Consider first how it smelled.  The nose began by presenting a sort of lush fruitiness that spilled over into over-ripe, almost spoiled mangoes, persimmons and sweet tropical fruit and kiwi, something also akin to those cloying yellow-orange cashews the snacking nuts are made from (not those with the stones inside).  In the background there lurked caramel and vanilla, some cloying sweet and also breakfast spices (cloves and maybe nutmeg mostly, though very light) just as the Old Monk had; and overall, the aromas were heavy and (paradoxically enough) not all that easy to pick out – perhaps that was because of the inoffensive 42.8% ABV it was bottled at.

I liked the taste a lot better, though that queer heaviness persisted through what ended up as a much clearer rum than I had expected.  So, bananas, more of the mangoes and cashews, honey, papayas, and the spices.  Adding some water released some chocolate and coffee, nutmeg, more vanilla and caramel, maybe some light molasses, some licorice, a nice twist of citrus rind, which I liked – it provided an edge that was sorely needed.  Finish was soft and quick, reasonably clean and warm, but was mostly the spices and caramel than anything else.

Reading around doing the usual research (and there is really not very much to go on so I have an outstanding email and a FB message sent out to them) suggests there are no artificial flavours included: but I dunno, that profile is quite different, and the breakfast spices are evident, so I gotta wonder about that; and the overall mouthfeel does suggest some sugar added (no proof on my side, though).  This doesn’t sink the drink, but it does make for an unusual  experience.  You’re not getting any Jamaican funk, Guyanese wooden stills or easier Bajans, nor any of that off-the-wall madness of an unaged white popskull.  It is simply what it is, in its own unique way.

On balance, a decent enough drink. I liked it just fine, though without any kind of rabid enthusiasm – it was from somewhere new, that’s all. You could drink it neat, no issues.
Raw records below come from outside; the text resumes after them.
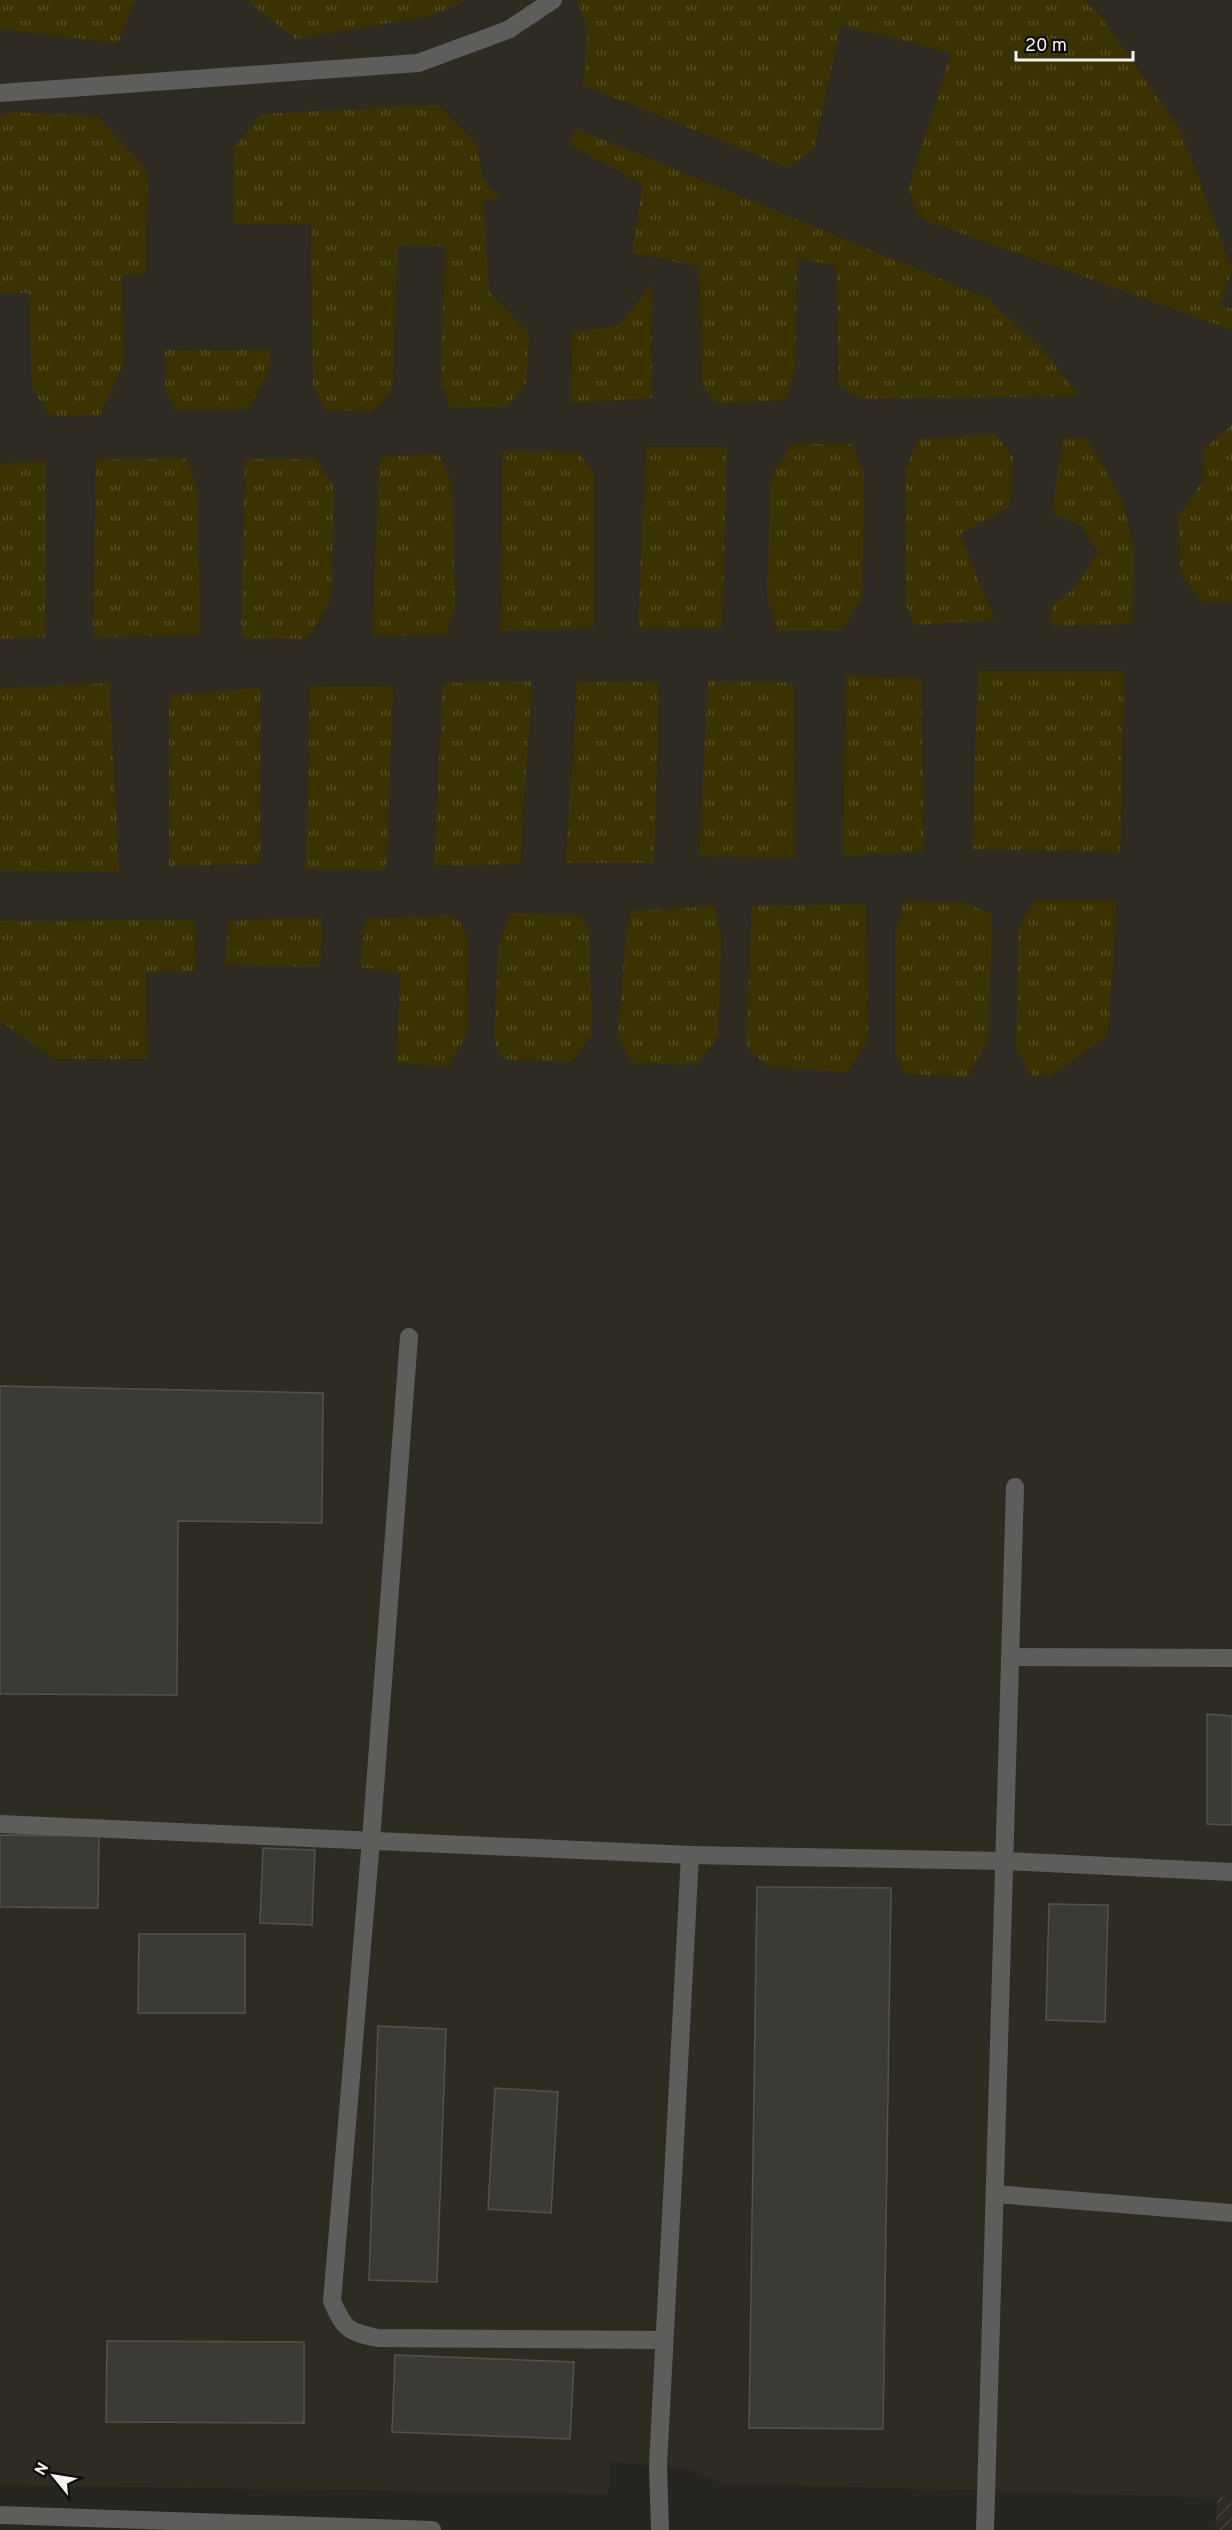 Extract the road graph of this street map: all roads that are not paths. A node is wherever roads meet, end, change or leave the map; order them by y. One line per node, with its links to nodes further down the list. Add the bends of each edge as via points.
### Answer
1 (554, 0): 2 (street, via 508,30 418,63)
2 (0, 93)
3 (409, 1337): 8 (street)
4 (1015, 1487): 5 (street)
5 (1010, 1657): 6 (street); 10 (street)
6 (1232, 1658)
7 (0, 1824): 8 (street)
8 (371, 1840): 9 (street); 14 (street, via 332,2301 342,2324 359,2334 378,2338)
9 (690, 1855): 10 (street); 14 (street)
10 (1004, 1861): 11 (street); 12 (street)
11 (1232, 1872)
12 (995, 2194): 13 (street); 19 (street)
13 (1232, 2213)
14 (664, 2340): 18 (street, via 658,2465)
15 (0, 2515): 16 (street)
16 (281, 2528): 17 (street)
17 (432, 2530)
18 (660, 2530)
19 (985, 2530)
Personally I thought the flavours were a mite too heavy (it stopped just short of being cloying) and meshed rather clumsily in a way that edged towards a muddle rather than something clearer and more distinct that would have succeeded better.  Much like the Tanduay, Mekhong, Tuzemak, Bundie or even the Don Papa rums, I suspect it is made based on a local conception of rum, and is for local palates.  Add to that the terroire concept and you can see why it tastes so off-base to one weaned on Caribbean tipple.  There’s a subtle difference from any of the British West Indian rums I’ve tried over the years, and though the Two Indies is a combo of several nations’ rums, I can’t separate the constituents and tell you with assurance, “Oh yeah, this comes from Foursquare” or “That’s Hampden” or even “PM!”  (and no, I don’t know whether these were the constituents).
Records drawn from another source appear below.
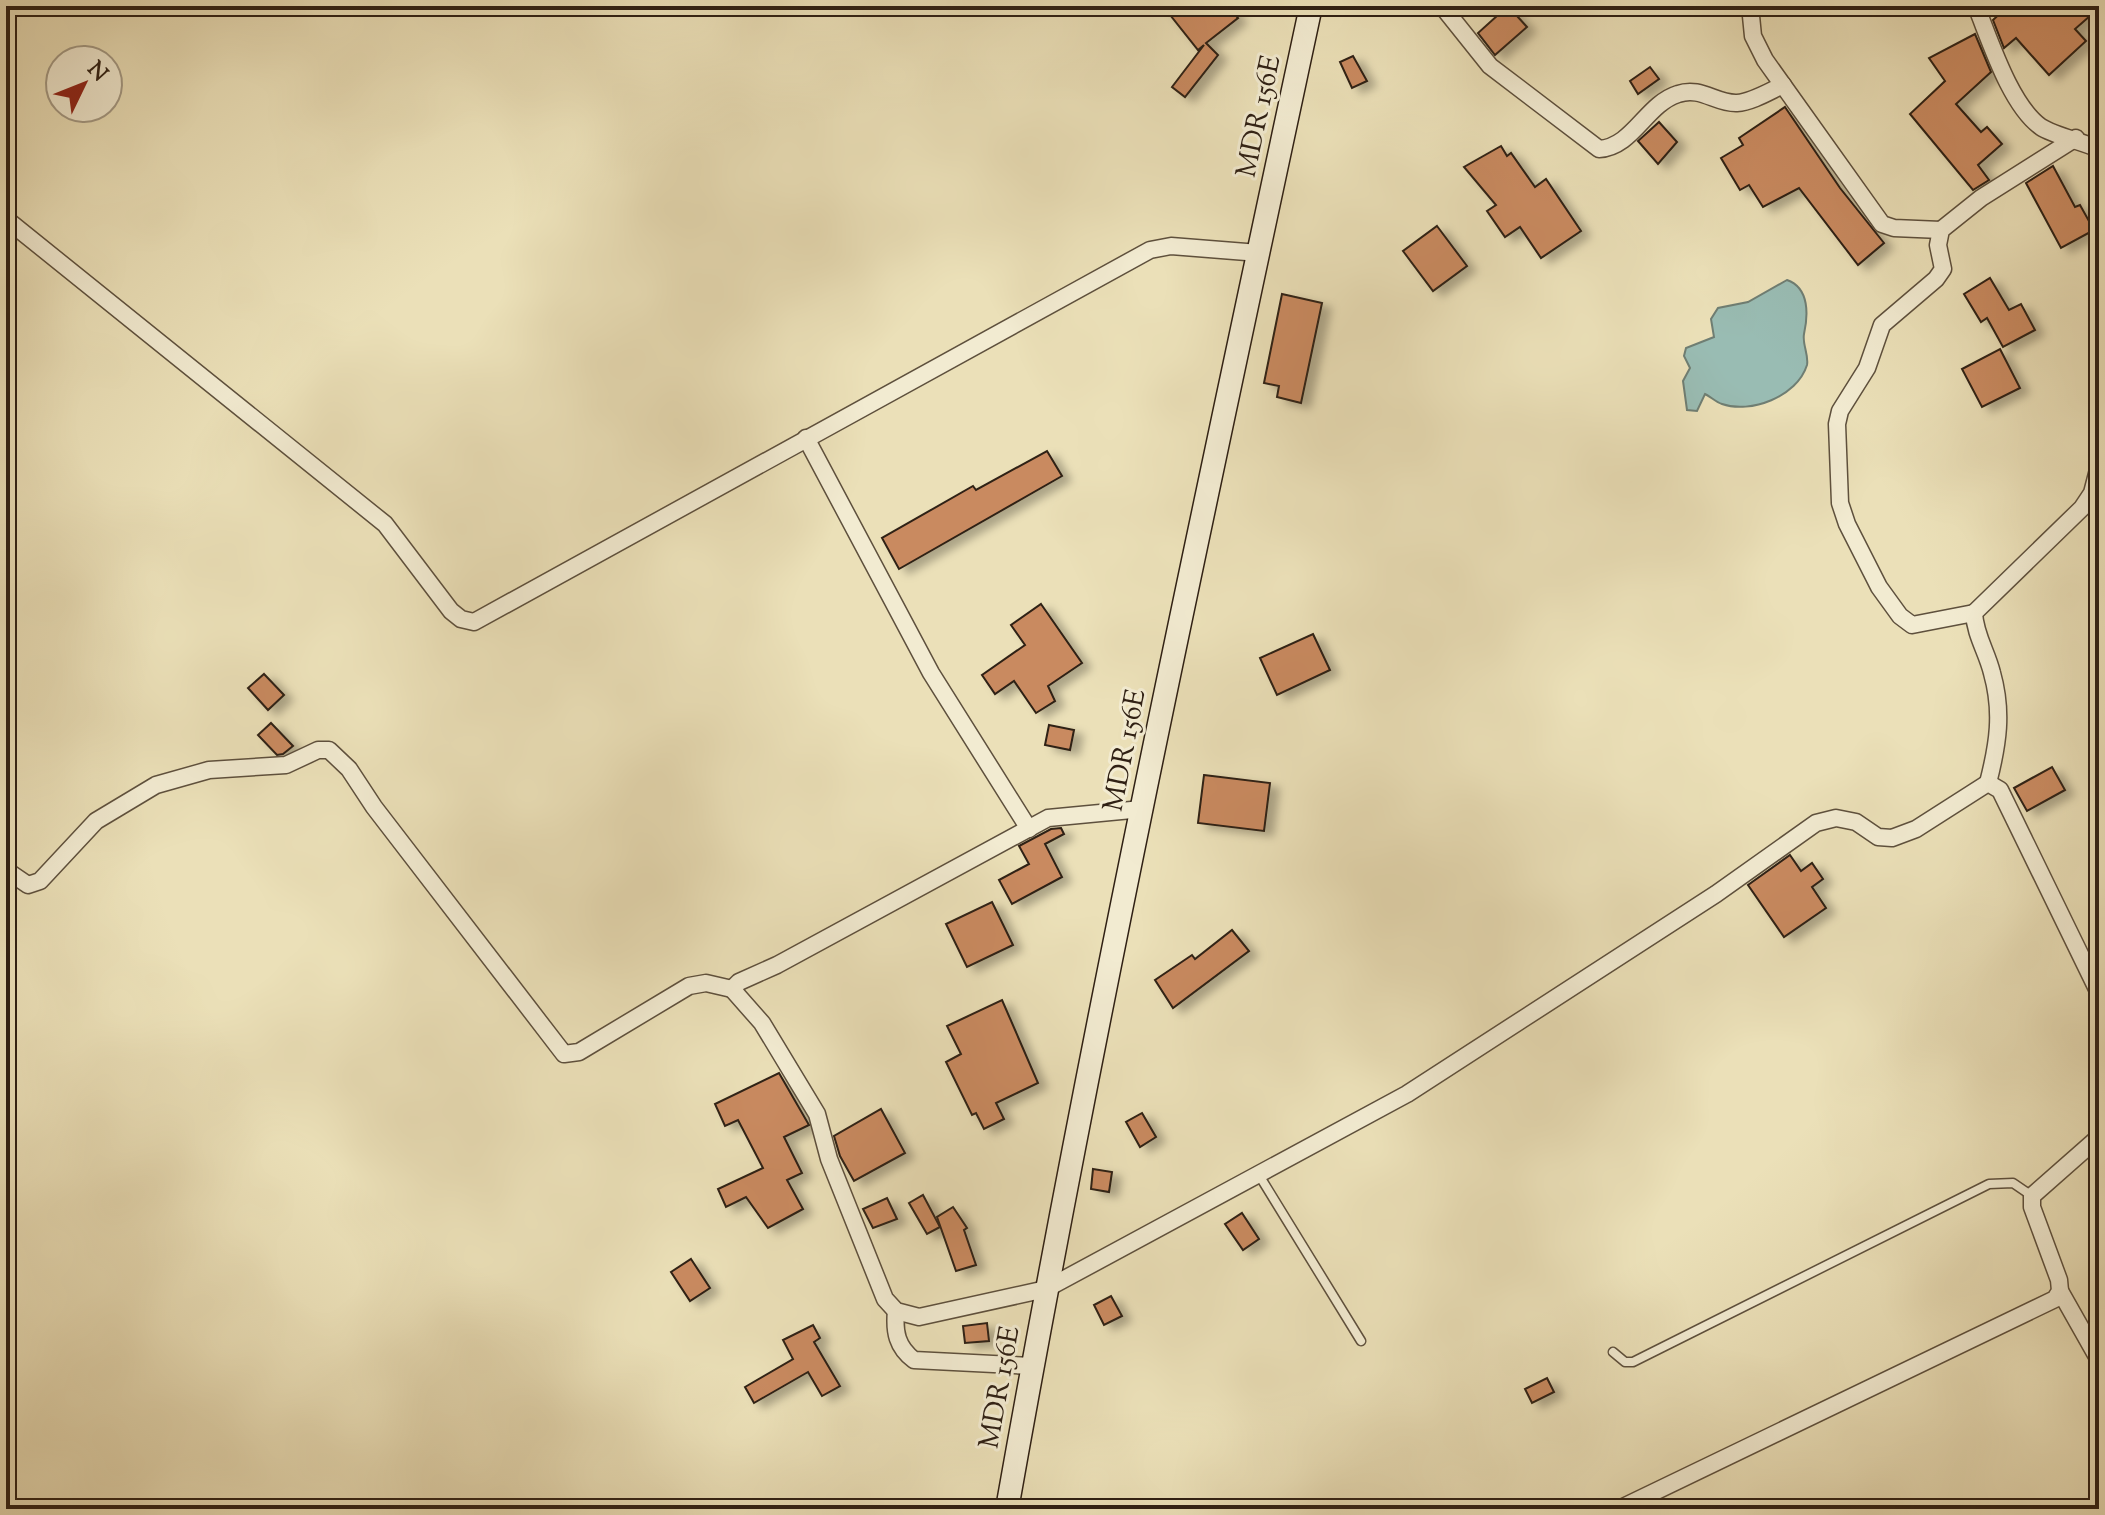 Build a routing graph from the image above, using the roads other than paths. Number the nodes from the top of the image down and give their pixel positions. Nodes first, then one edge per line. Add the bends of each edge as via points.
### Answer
1 (1311, 6) edge
2 (1442, 6) edge
3 (1750, 6) edge
4 (1976, 6) edge
5 (1783, 85) junction
6 (2076, 138) junction
7 (2099, 149) edge
8 (6, 219) edge
9 (1941, 230) junction
10 (1259, 253) junction
11 (806, 438) junction
12 (2099, 466) edge
13 (1974, 613) junction
14 (1988, 783) junction
15 (1142, 809) junction
16 (1029, 829) junction
17 (6, 870) edge
18 (732, 989) junction
19 (2099, 993) edge
20 (2099, 1137) edge
21 (1259, 1174) junction
22 (2032, 1196) junction
23 (1046, 1289) junction
24 (2060, 1291) junction
25 (896, 1311) junction
26 (1361, 1341) dead end
27 (1613, 1352) dead end
28 (2099, 1360) edge
29 (1032, 1366) junction
30 (1007, 1509) edge
31 (1619, 1509) edge

1 - 10 main road, MDR 156E
2 - 5 street via 1490,66 1599,149 1627,137 1677,94 1700,91 1739,103
3 - 5 street via 1753,36
4 - 6 street via 2003,71 2033,121
5 - 9 street via 1882,224
6 - 7 street
6 - 9 street
8 - 11 street via 385,524 461,619 474,622
9 - 13 street via 1943,269 1882,325 1867,368 1840,411 1840,503 1879,587 1900,616 1924,626
10 - 11 street via 1171,246 1150,250
10 - 15 main road, MDR 156E
11 - 16 street via 931,673
12 - 13 street via 2082,508
13 - 14 street via 2001,715
14 - 19 street via 2008,804
14 - 21 street via 1916,829 1892,838 1836,818 1816,823 1407,1094
15 - 16 street via 1059,816
15 - 23 main road, MDR 156E
16 - 18 street
17 - 18 street via 28,885 40,881 96,821 156,785 209,770 286,765 329,750 349,769 564,1054 590,1046 689,986 706,983
18 - 25 street via 762,1023 817,1114 829,1159 885,1299
20 - 22 street
21 - 23 street
21 - 26 lane
22 - 24 street
22 - 27 lane via 2013,1183 1989,1184 1633,1362
23 - 25 street via 919,1317
23 - 29 main road, MDR 156E
24 - 28 street
24 - 31 street via 2045,1304
25 - 29 street via 897,1338 914,1360
29 - 30 main road, MDR 156E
So, they have used jaggery rather than molasses to make it, blended their way around a mishmash of profiles, and while I liked it and was intrigued, I didn’t believe all that was really needed and may even have made it less than its potential.  In Guyanese creole, when we see that kind of thing showing itself off as an artistic blending choice we usually smile, grunt “jiggery-pokery” and then shrug and fill another tumbler.  That pretty much sums things up for me, so I’ll leave it to you to decide whether that’s a compliment or not.